Navigable aqueducts (sometimes called water bridges) are bridge structures that carry navigable waterway canals over other rivers, valleys, railways or roads. They are primarily distinguished by their size, carrying a larger cross-section of water than most water-supply aqueducts. Although Roman aqueducts were sometimes used for transport, aqueducts were not generally used until the 17th century when the problems of summit level canals had been solved and modern canal systems were developed.
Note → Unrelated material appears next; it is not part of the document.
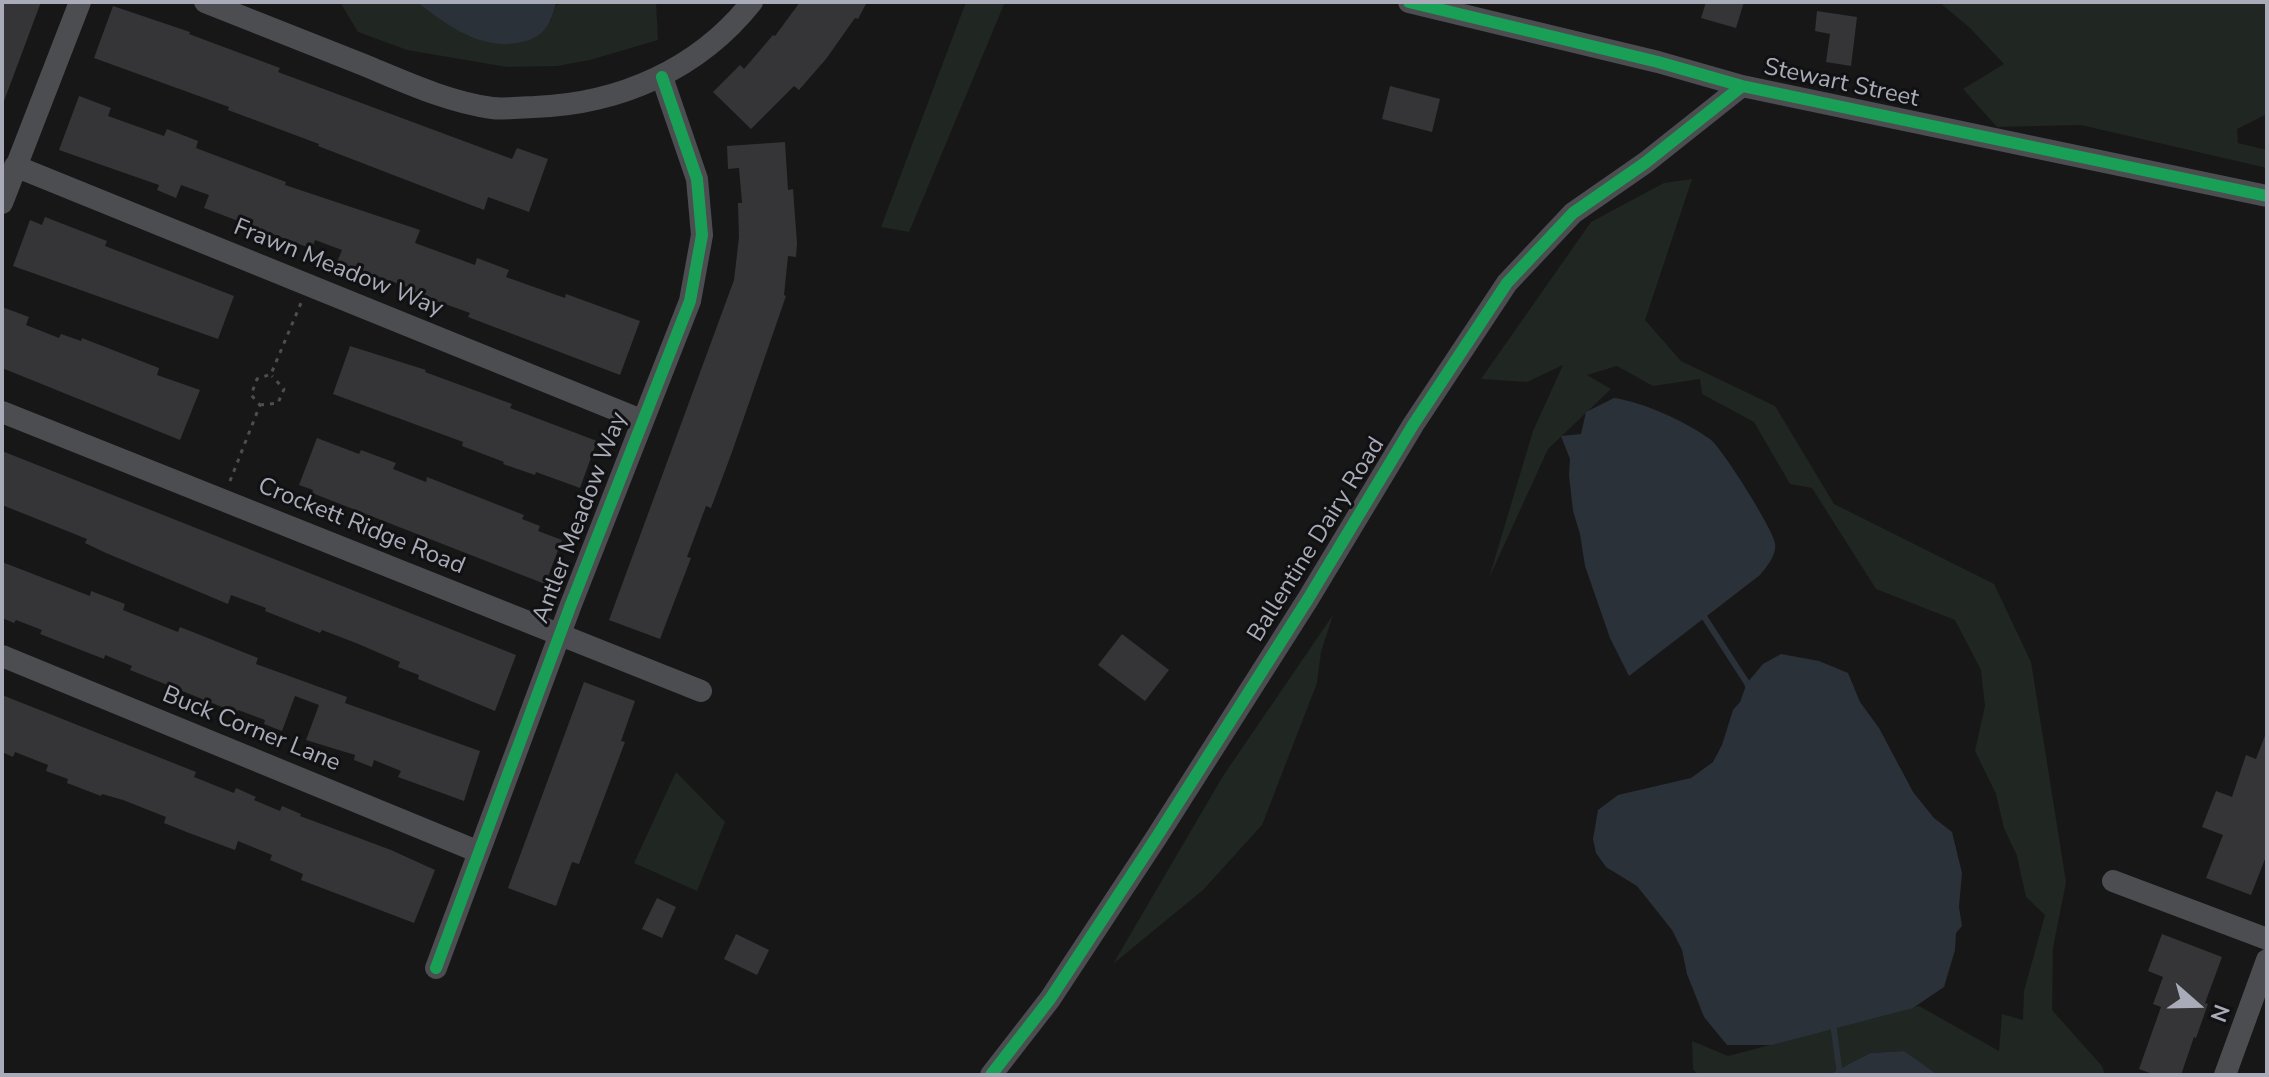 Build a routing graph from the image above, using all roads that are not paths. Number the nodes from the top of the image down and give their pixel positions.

The 662-metre long steel Briare aqueduct carrying the Canal latéral à la Loire over the River Loire was built in 1896. It was ranked as the longest navigable aqueduct in the world for more than a century, until the Magdeburg Water Bridge in Germany took the title in the early 21st century.
Early aqueducts such as the three on the Canal du Midi had stone or brick arches, the longest span being 18.3 metres on the Cesse Aqueduct, built in 1690. But, the weight of the construction to support the trough with the clay or other lining to make it waterproof made these structures clumsy. In 1796 Longdon-on-Tern Aqueduct, the first large cast iron aqueduct was built by Thomas Telford at Longdon-on-Tern on the Shrewsbury Canal. It has a total length of 57 metres across three intermediate piers. Within ten years Telford had completed the far more ambitious Pontcysyllte Aqueduct in Wales on the Llangollen Canal over the River Dee valley, with a total length 307 metres. Other cast-iron aqueducts followed, such as the single-span Stanley Ferry Aqueduct on the Calder and Hebble Navigation in 1839, with its innovative 50-metre through arch design.
- Benjamin Outram's 44 ft-long single-span Holmes Aqueduct on the Derby Canal in Derby was the world's first navigable cast iron aqueduct, narrowly pre-dating Thomas Telford's 186 ft-long Longdon-on-Tern Aqueduct on the Shrewsbury Canal, sometimes described as the world's first large-scale navigable cast iron aqueduct. The oldest currently navigable cast-iron aqueduct is Outram's Stakes Aqueduct on the Huddersfield Narrow Canal at Stalybridge, built c1801 to replace an original, stone-built, four arch structure, which had been swept away in the floods of August 1799.
- Pontcysyllte Aqueduct (307m) carries the Llangollen Canal over the River Dee valley in north Wales; it was designed by Thomas Telford and opened in 1805. The same canal, which includes a tunnelled section, crosses a second valley on the Chirk Aqueduct (1796–1801). This navigable canal also supplies water to the former borough of Crewe and Nantwich.
- The Union Canal in Scotland has many aqueducts, including the Slateford Aqueduct that takes the canal over the Water of Leith, the Almond Aqueduct over the River Almond at Ratho, and the very impressive Avon Aqueduct over the River Avon. The Avon is the second-longest aqueduct in the United Kingdom.
- The Agen aqueduct (1849) in France is 539 metres long and carries the canal de Garonne across the Garonne River.
- The Briare aqueduct (1896) near Châtillon-sur-Loire, France, carries the Canal latéral à la Loire in a steel channel over the Loire River. At 662 metres, it was the longest canal aqueduct in the world for a century.
- In recent years the building of the Lichfield Canal Aqueduct ran into construction difficulties. The UK parliament passed legislation preventing a road being built in the path of a canal being renovated without providing a tunnel or aqueduct for canal traffic to pass.
- Barton Swing Aqueduct is a swing bridge that carries the Bridgewater Canal across the lower Manchester Ship Canal. A 234 ft (71 m) section of the aqueduct rotates through 90 degrees to allow vessels to pass along the Ship Canal.
- An aqueduct near Roelofarendsveen, Netherlands (1961) ( ) carries the Ringvaart canal over the A4 highway and the HSL-Zuid, which are situated on land below the level of the canal (and below sea level).
- Gouwe aqueduct, near Gouda in the Netherlands, carries the Gouwe river over the A12 highway, which is on land below the level of the river.
- The Krabbersgat naviduct, Houtribdijk near Enkhuizen, The Netherlands, is the only aqueduct in the world that also operates as a lock.
- The Magdeburg Water Bridge in Germany (2003) connects the important Mittellandkanal over the river Elbe to the Elbe-Havel canal. Nearly 1 km long, it is the longest navigable aqueduct in the world.